In the Niobrara play, we drilled 3 wells in the first quarter. Currently, our pace is somewhat limited by gathering and infrastructure build-out here. Our well results are encouraging, but it's still early days. In the second quarter, we expect to drill our first well in Colombia in the Middle Magdalena basin in the La Luna shale play.

Moving on to our conventional programs. In Alaska, we drilled a wildcat discovery at the Cassin prospect in the onshore NPR-A. In Kwanza Basin in Angola we completed the second phase of our 3D seismic program in early April, and we're in full planning mode to begin drilling early next year. And finally, in the Browse Basin of Australia, we're currently drilling a Proteus wildcat in an untested structure to the southeast of the Poseidon discovery, and we expect to reach TD in late May. So there've been a lot exploration activity in the first quarter, and that continues into the second quarter.

So that was a pretty quick overview of our operations, which are running well, very high level of activity, and generating visible results.

So now, please return to Slide 19, and I'll wrap up with some summary comments. I think the most important takeaway from today's call is that the business is running well. I hope Jeff and I have given you confidence that our plans are on track for delivering key milestones in 2013 that will position us for a very strong 2014.

Our value proposition remains intact. We expect to make progress on our announced asset divestitures in 2013, which will provide financial flexibility for funding our growth programs, and our dividend remains a top priority.

Operationally, we're approaching a very significant inflection point for the company, the momentum coming out of 2013 should be strong. We're delivering visible results from our conventional and unconventional exploration programs that will sustain our growth into the future. And very importantly, we're delivering our operational performance safely and efficiently.

Finally, we are committed to maintaining a strong balance sheet that can provide financial flexibility. We're seeing the early stages of cash margin expansion, which should improve as our volumes grow. And as always, we'll maintain our focus on improving returns.

The bottom line is that we are committed to creating long-term value by delivering 3% to 5% growth in production and margins, with a compelling dividend. We're executing on this strategy, and we're committed to keeping you updated on our progress.

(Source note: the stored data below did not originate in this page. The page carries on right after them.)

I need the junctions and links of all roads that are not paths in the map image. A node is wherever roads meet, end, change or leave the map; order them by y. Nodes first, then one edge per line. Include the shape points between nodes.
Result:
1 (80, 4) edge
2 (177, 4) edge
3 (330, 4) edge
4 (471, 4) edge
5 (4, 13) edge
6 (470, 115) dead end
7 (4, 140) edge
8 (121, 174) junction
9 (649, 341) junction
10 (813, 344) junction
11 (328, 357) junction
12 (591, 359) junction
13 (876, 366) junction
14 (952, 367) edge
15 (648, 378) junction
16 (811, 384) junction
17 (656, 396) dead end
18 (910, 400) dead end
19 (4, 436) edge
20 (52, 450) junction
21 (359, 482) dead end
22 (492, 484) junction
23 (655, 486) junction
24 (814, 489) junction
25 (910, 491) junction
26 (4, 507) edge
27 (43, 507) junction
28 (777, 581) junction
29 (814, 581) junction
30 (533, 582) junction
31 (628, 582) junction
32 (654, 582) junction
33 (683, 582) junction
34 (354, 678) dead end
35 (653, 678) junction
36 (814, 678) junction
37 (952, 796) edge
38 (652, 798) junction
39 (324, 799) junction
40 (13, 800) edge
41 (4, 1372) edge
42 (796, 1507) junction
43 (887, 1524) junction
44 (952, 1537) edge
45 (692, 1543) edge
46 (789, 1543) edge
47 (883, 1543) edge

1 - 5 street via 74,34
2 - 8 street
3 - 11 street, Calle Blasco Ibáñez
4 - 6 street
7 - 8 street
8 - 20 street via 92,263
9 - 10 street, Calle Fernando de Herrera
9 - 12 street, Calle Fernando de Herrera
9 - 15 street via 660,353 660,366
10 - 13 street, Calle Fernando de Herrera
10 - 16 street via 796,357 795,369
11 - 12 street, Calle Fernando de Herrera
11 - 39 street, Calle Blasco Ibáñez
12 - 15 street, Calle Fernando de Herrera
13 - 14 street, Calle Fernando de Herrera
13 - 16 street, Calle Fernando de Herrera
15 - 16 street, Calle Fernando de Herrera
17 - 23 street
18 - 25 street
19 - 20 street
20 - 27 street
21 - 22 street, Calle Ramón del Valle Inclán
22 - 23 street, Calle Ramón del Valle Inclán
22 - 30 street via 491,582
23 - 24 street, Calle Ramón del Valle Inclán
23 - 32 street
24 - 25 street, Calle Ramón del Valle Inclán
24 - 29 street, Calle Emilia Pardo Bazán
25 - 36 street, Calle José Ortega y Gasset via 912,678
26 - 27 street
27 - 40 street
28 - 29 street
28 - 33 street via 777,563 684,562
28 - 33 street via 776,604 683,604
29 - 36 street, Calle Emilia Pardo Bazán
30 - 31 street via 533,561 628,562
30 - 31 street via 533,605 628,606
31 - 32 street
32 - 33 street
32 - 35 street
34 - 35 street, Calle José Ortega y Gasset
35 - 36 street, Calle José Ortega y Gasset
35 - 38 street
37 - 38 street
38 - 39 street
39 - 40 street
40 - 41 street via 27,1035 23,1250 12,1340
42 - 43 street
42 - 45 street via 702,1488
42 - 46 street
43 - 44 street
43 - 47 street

So now we are pleased to take your questions. And Christine, I'll hand it back to you.

Question-and-Answer Session

Operator

[Operator Instructions] And our first question is from Faisel Khan of Citigroup.

Faisel Khan - Citigroup Inc, Research Division

I was just wondering if you could give us an exit rate in the quarter for the Eagle Ford.

Matthew J. Fox

The exit rate was about 110,000 BOE per day, and for -- and we're continuing to grow production. I think we had a new peak production on Monday of 116,000 BOE per day in Eagle Ford.

Faisel Khan - Citigroup Inc, Research Division

Okay. So -- and where do you kind of see this going towards the end of the year at?

Matthew J. Fox

Right now, in the Eagle Ford, we're in a pretty linear growth trend. And we will see that continuing essentially as we go through the year.

Faisel Khan - Citigroup Inc, Research Division

Okay, understood. And then on the recent change in the legislation in Alaska on the progressive tax, what do you mean? You said you're going to add a rig to Alaska. What's the current thinking now with the new tax regime in place?

Matthew J. Fox

So we've been encouraged by the changes to the regime. We've been advocating this for some time. And then the change will encourage additional investment in Alaska. So we're -- and we were looking at that. We've got a long list of projects that we are evaluating now. And we did announce that we're immediate starting to increase with this new rig that we're bringing in and that rig is going to be very focused on working over existing wells and adding production that way. But we do have quite a few capital projects that we're now evaluating the impacts of the fiscal regime on.

Faisel Khan - Citigroup Inc, Research Division

Okay. And this is still in terms of Alaska. So the -- you guys laid out, I guess, a production sort of decline in Alaska over the course of this year. Does this rig and the new activities sort of mitigate that decline rate, and by how much?

Matthew J. Fox

You won't really see any significant change in the short term. But the -- but the issue is given the new fiscal regime, our incremental capital investments worth are now competitive. And we think they will be, but we're taking that through our overall planning process this year. And we'll be more equipped to talk about that later in the year.

Operator

Our next question is from Doug Terreson of ISI.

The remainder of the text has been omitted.